Start of Block

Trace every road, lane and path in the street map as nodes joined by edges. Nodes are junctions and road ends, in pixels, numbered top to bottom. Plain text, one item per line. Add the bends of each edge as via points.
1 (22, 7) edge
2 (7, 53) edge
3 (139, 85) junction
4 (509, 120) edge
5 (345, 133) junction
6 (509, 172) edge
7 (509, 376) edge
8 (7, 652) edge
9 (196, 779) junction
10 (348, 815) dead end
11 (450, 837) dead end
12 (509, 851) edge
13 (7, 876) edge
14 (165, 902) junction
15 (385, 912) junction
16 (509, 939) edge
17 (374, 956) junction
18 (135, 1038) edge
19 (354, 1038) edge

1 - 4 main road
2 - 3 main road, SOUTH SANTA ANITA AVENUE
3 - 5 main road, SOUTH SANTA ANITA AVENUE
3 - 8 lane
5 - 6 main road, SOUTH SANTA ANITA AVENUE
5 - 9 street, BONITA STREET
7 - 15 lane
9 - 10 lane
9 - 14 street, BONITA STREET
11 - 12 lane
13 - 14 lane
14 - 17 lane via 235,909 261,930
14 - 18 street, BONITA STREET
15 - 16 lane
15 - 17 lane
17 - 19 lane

End of Block

◆ Task goal:
Every line from above should appear again in the answer, exactly as written.

◆ Solution to this task:
Trace every road, lane and path in the street map as nodes joined by edges. Nodes are junctions and road ends, in pixels, numbered top to bottom. Plain text, one item per line. Add the bends of each edge as via points.
1 (22, 7) edge
2 (7, 53) edge
3 (139, 85) junction
4 (509, 120) edge
5 (345, 133) junction
6 (509, 172) edge
7 (509, 376) edge
8 (7, 652) edge
9 (196, 779) junction
10 (348, 815) dead end
11 (450, 837) dead end
12 (509, 851) edge
13 (7, 876) edge
14 (165, 902) junction
15 (385, 912) junction
16 (509, 939) edge
17 (374, 956) junction
18 (135, 1038) edge
19 (354, 1038) edge

1 - 4 main road
2 - 3 main road, SOUTH SANTA ANITA AVENUE
3 - 5 main road, SOUTH SANTA ANITA AVENUE
3 - 8 lane
5 - 6 main road, SOUTH SANTA ANITA AVENUE
5 - 9 street, BONITA STREET
7 - 15 lane
9 - 10 lane
9 - 14 street, BONITA STREET
11 - 12 lane
13 - 14 lane
14 - 17 lane via 235,909 261,930
14 - 18 street, BONITA STREET
15 - 16 lane
15 - 17 lane
17 - 19 lane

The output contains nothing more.